→ **Work instruction**
A word-for-word reproduction of the listing is required.

→ **Data extract**
'''
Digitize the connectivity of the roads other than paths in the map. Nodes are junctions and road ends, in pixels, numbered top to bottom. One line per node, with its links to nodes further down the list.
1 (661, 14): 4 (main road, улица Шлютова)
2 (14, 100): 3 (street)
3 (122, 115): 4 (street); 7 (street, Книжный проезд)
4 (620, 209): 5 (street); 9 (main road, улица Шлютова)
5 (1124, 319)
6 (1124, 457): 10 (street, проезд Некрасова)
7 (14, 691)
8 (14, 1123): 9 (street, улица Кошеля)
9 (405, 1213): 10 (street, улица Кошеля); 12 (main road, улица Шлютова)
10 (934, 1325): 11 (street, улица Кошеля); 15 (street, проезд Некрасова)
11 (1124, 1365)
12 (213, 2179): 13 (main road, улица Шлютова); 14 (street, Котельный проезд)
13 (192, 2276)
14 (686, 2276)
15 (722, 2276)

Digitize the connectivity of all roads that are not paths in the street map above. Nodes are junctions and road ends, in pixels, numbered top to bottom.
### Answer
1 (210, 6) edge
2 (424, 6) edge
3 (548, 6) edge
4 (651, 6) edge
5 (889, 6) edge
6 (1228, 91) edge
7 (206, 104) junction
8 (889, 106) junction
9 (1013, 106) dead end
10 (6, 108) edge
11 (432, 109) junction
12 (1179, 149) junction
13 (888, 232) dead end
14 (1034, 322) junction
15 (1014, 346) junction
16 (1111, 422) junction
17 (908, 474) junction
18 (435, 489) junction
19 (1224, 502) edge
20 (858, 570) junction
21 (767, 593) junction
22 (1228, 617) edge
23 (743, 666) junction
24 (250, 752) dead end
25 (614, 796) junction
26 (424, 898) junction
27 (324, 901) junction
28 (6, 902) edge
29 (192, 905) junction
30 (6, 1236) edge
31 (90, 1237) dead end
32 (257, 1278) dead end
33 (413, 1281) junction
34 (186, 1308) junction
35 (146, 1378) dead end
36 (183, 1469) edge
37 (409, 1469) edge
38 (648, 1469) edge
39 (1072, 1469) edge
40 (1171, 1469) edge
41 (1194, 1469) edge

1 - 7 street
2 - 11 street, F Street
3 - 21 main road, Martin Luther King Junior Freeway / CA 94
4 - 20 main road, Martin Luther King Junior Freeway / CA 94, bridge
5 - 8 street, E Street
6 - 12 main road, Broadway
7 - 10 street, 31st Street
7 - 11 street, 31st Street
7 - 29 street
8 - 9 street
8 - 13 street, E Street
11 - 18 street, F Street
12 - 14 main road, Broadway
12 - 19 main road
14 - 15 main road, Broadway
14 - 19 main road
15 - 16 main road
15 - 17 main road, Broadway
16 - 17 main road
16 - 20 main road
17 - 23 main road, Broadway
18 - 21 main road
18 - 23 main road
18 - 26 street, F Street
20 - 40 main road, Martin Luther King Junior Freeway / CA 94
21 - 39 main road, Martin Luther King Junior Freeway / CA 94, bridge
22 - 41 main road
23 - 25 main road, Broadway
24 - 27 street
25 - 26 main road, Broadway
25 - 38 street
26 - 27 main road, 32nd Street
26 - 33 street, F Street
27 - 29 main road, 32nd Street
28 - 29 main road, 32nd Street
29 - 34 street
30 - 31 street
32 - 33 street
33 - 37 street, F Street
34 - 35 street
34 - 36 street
'''
→ **Answer to the exercise**
Digitize the connectivity of the roads other than paths in the map. Nodes are junctions and road ends, in pixels, numbered top to bottom. One line per node, with its links to nodes further down the list.
1 (661, 14): 4 (main road, улица Шлютова)
2 (14, 100): 3 (street)
3 (122, 115): 4 (street); 7 (street, Книжный проезд)
4 (620, 209): 5 (street); 9 (main road, улица Шлютова)
5 (1124, 319)
6 (1124, 457): 10 (street, проезд Некрасова)
7 (14, 691)
8 (14, 1123): 9 (street, улица Кошеля)
9 (405, 1213): 10 (street, улица Кошеля); 12 (main road, улица Шлютова)
10 (934, 1325): 11 (street, улица Кошеля); 15 (street, проезд Некрасова)
11 (1124, 1365)
12 (213, 2179): 13 (main road, улица Шлютова); 14 (street, Котельный проезд)
13 (192, 2276)
14 (686, 2276)
15 (722, 2276)

Digitize the connectivity of all roads that are not paths in the street map above. Nodes are junctions and road ends, in pixels, numbered top to bottom.
### Answer
1 (210, 6) edge
2 (424, 6) edge
3 (548, 6) edge
4 (651, 6) edge
5 (889, 6) edge
6 (1228, 91) edge
7 (206, 104) junction
8 (889, 106) junction
9 (1013, 106) dead end
10 (6, 108) edge
11 (432, 109) junction
12 (1179, 149) junction
13 (888, 232) dead end
14 (1034, 322) junction
15 (1014, 346) junction
16 (1111, 422) junction
17 (908, 474) junction
18 (435, 489) junction
19 (1224, 502) edge
20 (858, 570) junction
21 (767, 593) junction
22 (1228, 617) edge
23 (743, 666) junction
24 (250, 752) dead end
25 (614, 796) junction
26 (424, 898) junction
27 (324, 901) junction
28 (6, 902) edge
29 (192, 905) junction
30 (6, 1236) edge
31 (90, 1237) dead end
32 (257, 1278) dead end
33 (413, 1281) junction
34 (186, 1308) junction
35 (146, 1378) dead end
36 (183, 1469) edge
37 (409, 1469) edge
38 (648, 1469) edge
39 (1072, 1469) edge
40 (1171, 1469) edge
41 (1194, 1469) edge

1 - 7 street
2 - 11 street, F Street
3 - 21 main road, Martin Luther King Junior Freeway / CA 94
4 - 20 main road, Martin Luther King Junior Freeway / CA 94, bridge
5 - 8 street, E Street
6 - 12 main road, Broadway
7 - 10 street, 31st Street
7 - 11 street, 31st Street
7 - 29 street
8 - 9 street
8 - 13 street, E Street
11 - 18 street, F Street
12 - 14 main road, Broadway
12 - 19 main road
14 - 15 main road, Broadway
14 - 19 main road
15 - 16 main road
15 - 17 main road, Broadway
16 - 17 main road
16 - 20 main road
17 - 23 main road, Broadway
18 - 21 main road
18 - 23 main road
18 - 26 street, F Street
20 - 40 main road, Martin Luther King Junior Freeway / CA 94
21 - 39 main road, Martin Luther King Junior Freeway / CA 94, bridge
22 - 41 main road
23 - 25 main road, Broadway
24 - 27 street
25 - 26 main road, Broadway
25 - 38 street
26 - 27 main road, 32nd Street
26 - 33 street, F Street
27 - 29 main road, 32nd Street
28 - 29 main road, 32nd Street
29 - 34 street
30 - 31 street
32 - 33 street
33 - 37 street, F Street
34 - 35 street
34 - 36 street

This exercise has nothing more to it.